Ceci dit, je n’apprécie pas des masses que le type pour qui je craque m’ignore sous prétexte qu’il n’a pas de temps à m’accorder.
— Je peux comprendre que tu te sois retrouvé dans une situation compliquée, lui assuré-je après un léger soupir, et je sais qu’on commence tout juste à se fréquenter, mais… Sans vouloir te prendre la tête, tu aurais tout de même pu répondre à mon message. Ça n’aurait pris que quelques secondes.

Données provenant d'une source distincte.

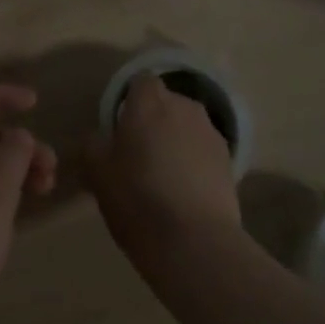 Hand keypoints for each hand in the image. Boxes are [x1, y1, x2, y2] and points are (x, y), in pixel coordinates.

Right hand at [85, 74, 240, 275]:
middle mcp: (184, 106)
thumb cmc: (137, 198)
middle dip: (154, 121)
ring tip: (164, 177)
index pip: (140, 82)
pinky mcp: (230, 161)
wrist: (194, 242)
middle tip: (139, 155)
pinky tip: (185, 193)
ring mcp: (211, 132)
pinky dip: (195, 163)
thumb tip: (102, 137)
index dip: (130, 101)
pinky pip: (204, 151)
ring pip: (187, 127)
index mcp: (149, 101)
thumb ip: (95, 144)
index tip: (121, 128)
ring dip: (176, 141)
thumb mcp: (97, 172)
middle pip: (166, 103) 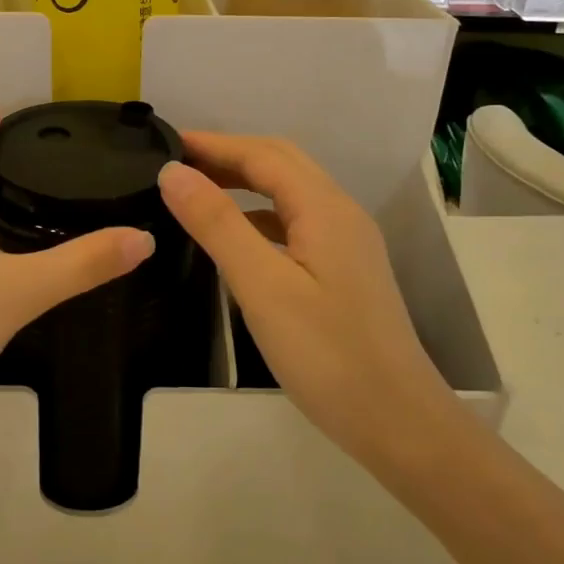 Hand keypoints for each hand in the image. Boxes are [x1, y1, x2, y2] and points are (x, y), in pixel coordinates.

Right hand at [157, 134, 452, 467]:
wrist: (398, 422)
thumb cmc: (327, 354)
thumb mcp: (262, 287)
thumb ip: (218, 224)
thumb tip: (173, 172)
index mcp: (324, 209)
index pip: (263, 155)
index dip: (214, 144)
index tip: (166, 142)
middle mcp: (341, 214)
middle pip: (282, 164)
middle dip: (230, 155)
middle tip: (178, 162)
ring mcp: (347, 243)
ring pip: (291, 192)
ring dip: (246, 181)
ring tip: (197, 190)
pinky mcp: (344, 270)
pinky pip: (296, 222)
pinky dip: (260, 214)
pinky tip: (236, 237)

— Il en faut bien plus pour me prendre la tête, tu dis juste ce que tu as sur le cœur et je préfère. Puis c’est vrai. J’aurais pu prendre deux secondes pour te répondre. Le problème, c’est que je veux pas t’accorder seulement des miettes de mon temps. À l’arrache. C’était plus logique pour moi de te recontacter quand je serais à nouveau disponible. On s’est dit qu’on se reverrait, après tout. Je pensais pas que tu t'inquiéterais.
— Bien sûr que je me suis inquiété ! Parce que j’avais hâte de passer à nouveau du temps avec toi et, au début, j'ai pensé que tu le voulais aussi. Puis je n'ai plus du tout eu de tes nouvelles. J’ai tour à tour redouté qu'il te soit arrivé malheur et ensuite, que tu te sois tout bonnement désintéressé de moi.
Et maintenant, nous voilà ici, dans sa voiture, après son appel inespéré…
C’est tout ce que je souhaitais. Pourtant, la situation est plus frustrante qu’idyllique.
— Désolé, s’excuse-t-il, me surprenant une fois de plus par sa résilience. Je te l'ai dit, tu me plais. Ça changera pas en une semaine, alors n'en doute plus.
— Presque deux semaines, le corrigé-je.
Additionné à mon air boudeur, cette insistance lui tire un léger rire.
— Presque deux semaines, t’as raison. Tu vas arrêter de me faire la tête si je propose un bisou d’excuse ?
Mes yeux se braquent sur son visage joueur.
Je reste coi. Déstabilisé, mais tout aussi émoustillé par cette proposition inopinée.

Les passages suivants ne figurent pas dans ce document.